## [Task statement]
In your copy, include no images and return each entry exactly as written.
───── Data under study
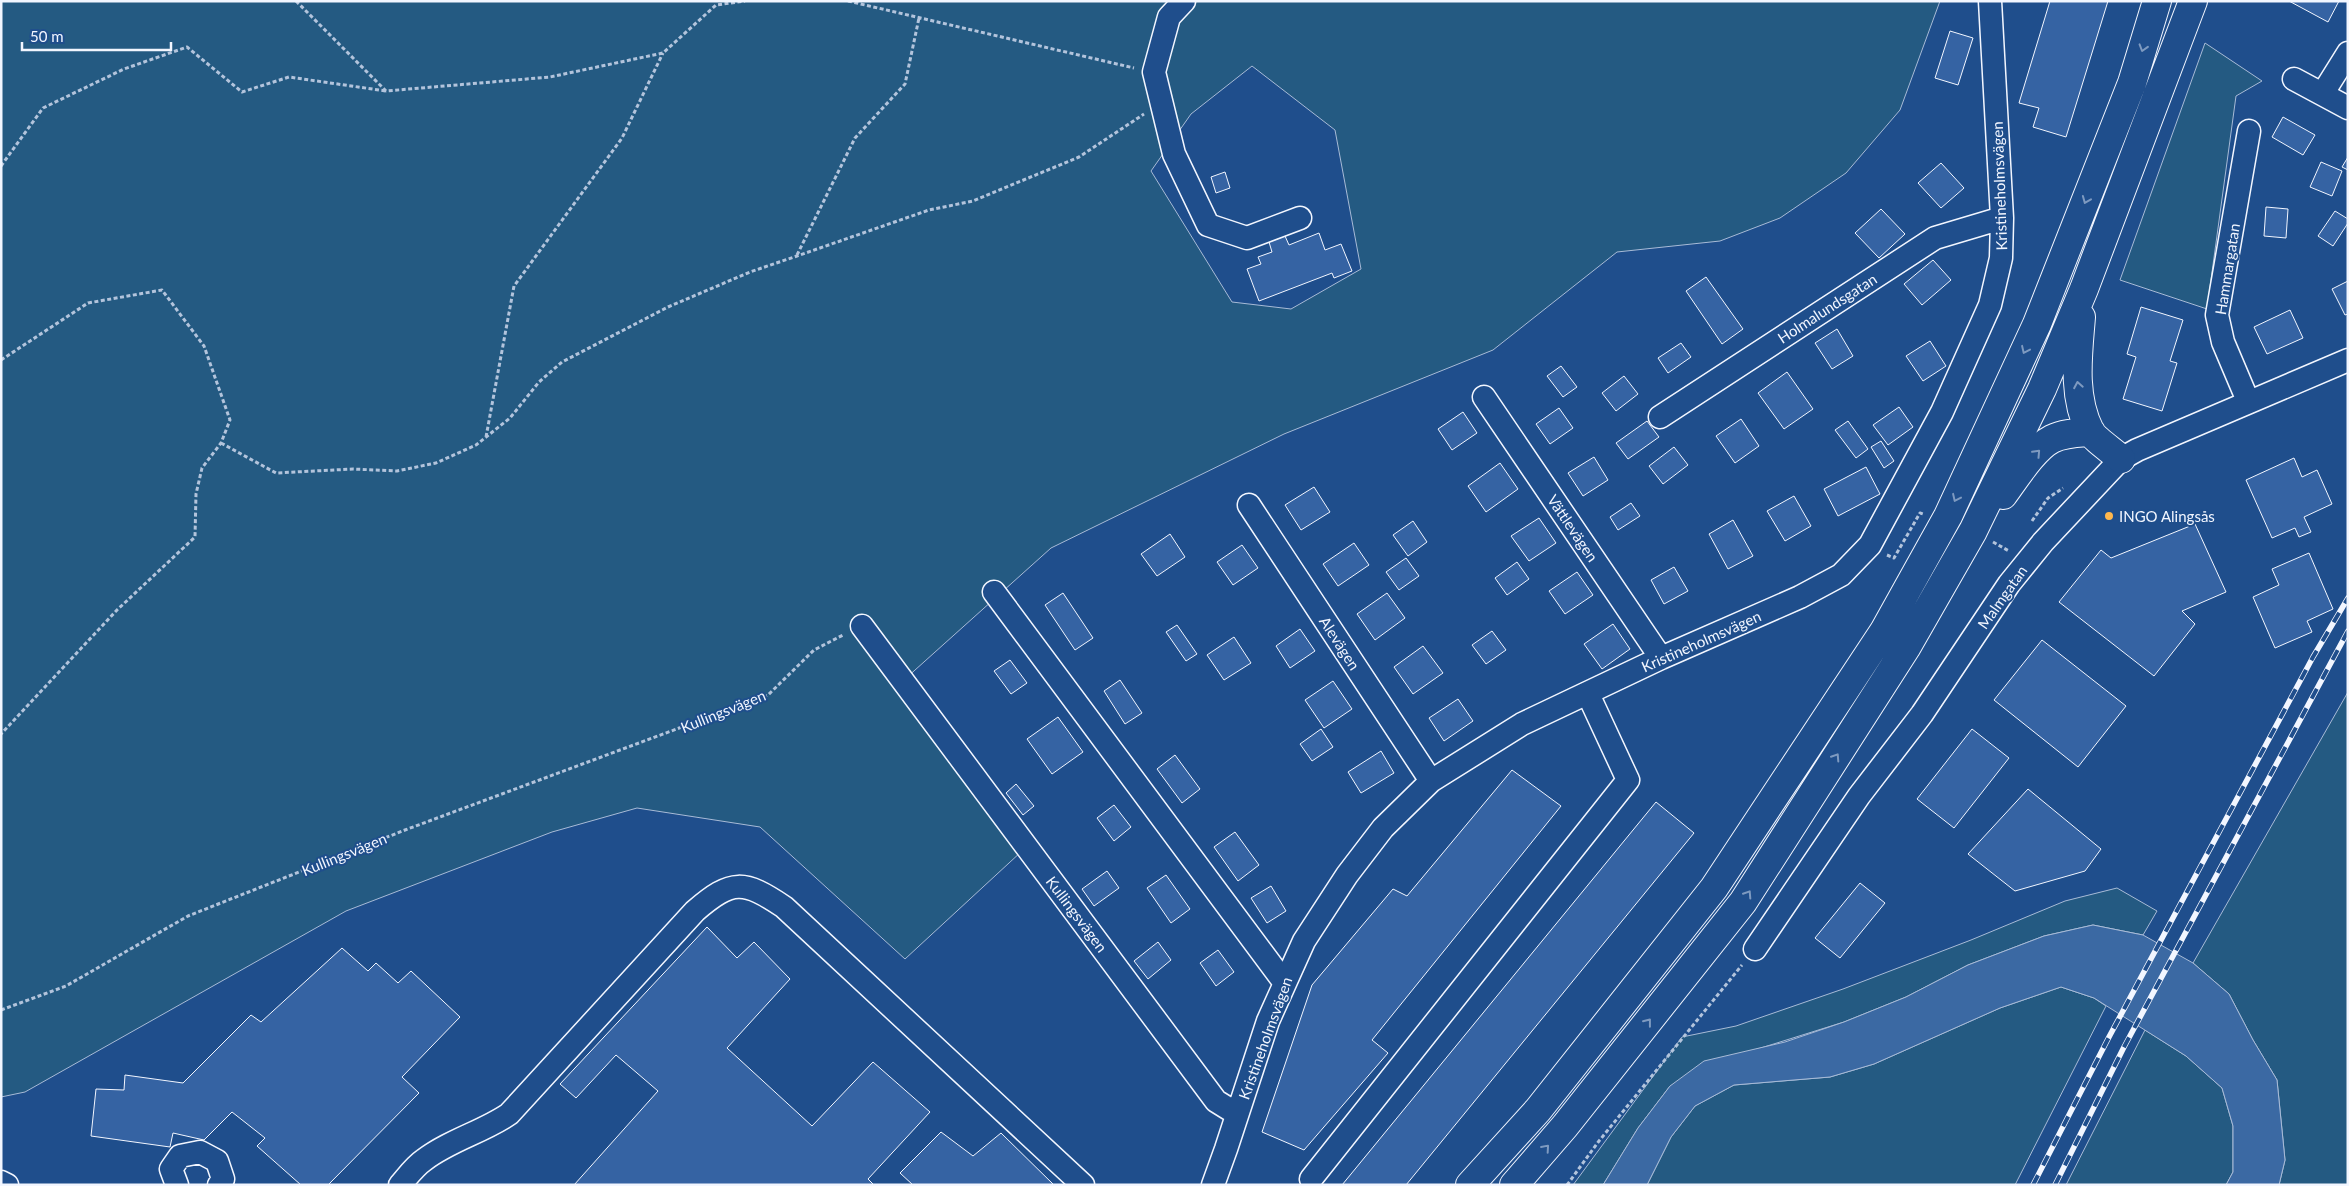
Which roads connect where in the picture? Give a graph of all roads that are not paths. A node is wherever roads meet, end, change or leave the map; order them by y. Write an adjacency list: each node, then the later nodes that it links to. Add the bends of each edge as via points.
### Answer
1 (1184, 1): 10 (street, via 1169,17 1154,72 1174,154 1208,225 1247,238)
2 (1990, 1): 11 (street, Kristineholmsvägen)
3 (2157, 1): 37 (highway, one-way to 37, via 2132,83 2037,324 1948,516 1884,631 1714,888 1538,1110)
4 (2193, 1): 12 (highway)
5 (2348, 53): 7 (street)
6 (2294, 79): 7 (street)
7 (2323, 93): 8 (street)
8 (2348, 108)
9 (2249, 131): 15 (street, Hammargatan, via 2217,315 2223,342)
10 (1300, 218)
11 (2002, 218): 16 (street, Holmalundsgatan, via 1935,238); 23 (street, Kristineholmsvägen, via 2001,258 1990,305 1942,412 1870,545 1841,575 1800,597)
12 (2084, 289): 17 (highway, one-way to 12, via 2076,371); 20 (highway, via 2042,390)
13 (2348, 360): 15 (street, Malmgatan)
14 (1484, 397): 23 (street, Vättlevägen)
15 (2248, 401): 18 (street, Malmgatan)
16 (1660, 417)
17 (2090, 432): 18 (highway); 20 (highway, one-way to 17, via 2050,440 2065,434)
18 (2121, 459): 26 (street, Malmgatan, via 2043,542 2009,584 1922,714 1859,796)
19 (1249, 505): 25 (street, Alevägen)
20 (1973, 531): 38 (highway, one-way to 20, via 1565,1126 1743,902 1906,648)
21 (994, 592): 27 (street)
22 (862, 626): 28 (street, Kullingsvägen, via 1216,1101)
23 (1661, 658): 24 (street, Kristineholmsvägen)
24 (1588, 694): 25 (street, Kristineholmsvägen, via 1522,724); 29 (street, via 1628,780)
25 (1431, 781): 27 (street, Kristineholmsvägen, via 1384,828 1347,875 1304,941)
26 (1755, 949)
27 (1284, 982): 28 (street, Kristineholmsvägen)
28 (1237, 1114): 36 (street, Kristineholmsvägen)
29 (1311, 1179)
30 (1, 1182): 31 (street)
31 (7, 1185)
32 (177, 1185): 33 (street, via 171,1169 180,1156 200,1152 217,1161 223,1179)
33 (219, 1185)
34 (400, 1185): 35 (street, via 424,1160 509,1114 695,911 717,892 743,886 760,891 784,907)
35 (1083, 1185)
36 (1213, 1185)
37 (1470, 1185)
38 (1514, 1185)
──────────
## [Task output]
Which roads connect where in the picture? Give a graph of all roads that are not paths. A node is wherever roads meet, end, change or leave the map; order them by y. Write an adjacency list: each node, then the later nodes that it links to. Add the bends of each edge as via points.
### Answer
1 (1184, 1): 10 (street, via 1169,17 1154,72 1174,154 1208,225 1247,238)
2 (1990, 1): 11 (street, Kristineholmsvägen)
3 (2157, 1): 37 (highway, one-way to 37, via 2132,83 2037,324 1948,516 1884,631 1714,888 1538,1110)
4 (2193, 1): 12 (highway)
5 (2348, 53): 7 (street)
6 (2294, 79): 7 (street)
7 (2323, 93): 8 (street)
8 (2348, 108)
9 (2249, 131): 15 (street, Hammargatan, via 2217,315 2223,342)
10 (1300, 218)
11 (2002, 218): 16 (street, Holmalundsgatan, via 1935,238); 23 (street, Kristineholmsvägen, via 2001,258 1990,305 1942,412 1870,545 1841,575 1800,597)
12 (2084, 289): 17 (highway, one-way to 12, via 2076,371); 20 (highway, via 2042,390)
13 (2348, 360): 15 (street, Malmgatan)
14 (1484, 397): 23 (street, Vättlevägen)
15 (2248, 401): 18 (street, Malmgatan)
16 (1660, 417)
17 (2090, 432): 18 (highway); 20 (highway, one-way to 17, via 2050,440 2065,434)
18 (2121, 459): 26 (street, Malmgatan, via 2043,542 2009,584 1922,714 1859,796)
19 (1249, 505): 25 (street, Alevägen)
20 (1973, 531): 38 (highway, one-way to 20, via 1565,1126 1743,902 1906,648)
21 (994, 592): 27 (street)
22 (862, 626): 28 (street, Kullingsvägen, via 1216,1101)
23 (1661, 658): 24 (street, Kristineholmsvägen)
24 (1588, 694): 25 (street, Kristineholmsvägen, via 1522,724); 29 (street, via 1628,780)
25 (1431, 781): 27 (street, Kristineholmsvägen, via 1384,828 1347,875 1304,941)
26 (1755, 949)
27 (1284, 982): 28 (street, Kristineholmsvägen)
28 (1237, 1114): 36 (street, Kristineholmsvägen)
29 (1311, 1179)
30 (1, 1182): 31 (street)
31 (7, 1185)
32 (177, 1185): 33 (street, via 171,1169 180,1156 200,1152 217,1161 223,1179)
33 (219, 1185)
34 (400, 1185): 35 (street, via 424,1160 509,1114 695,911 717,892 743,886 760,891 784,907)
35 (1083, 1185)
36 (1213, 1185)
37 (1470, 1185)
38 (1514, 1185)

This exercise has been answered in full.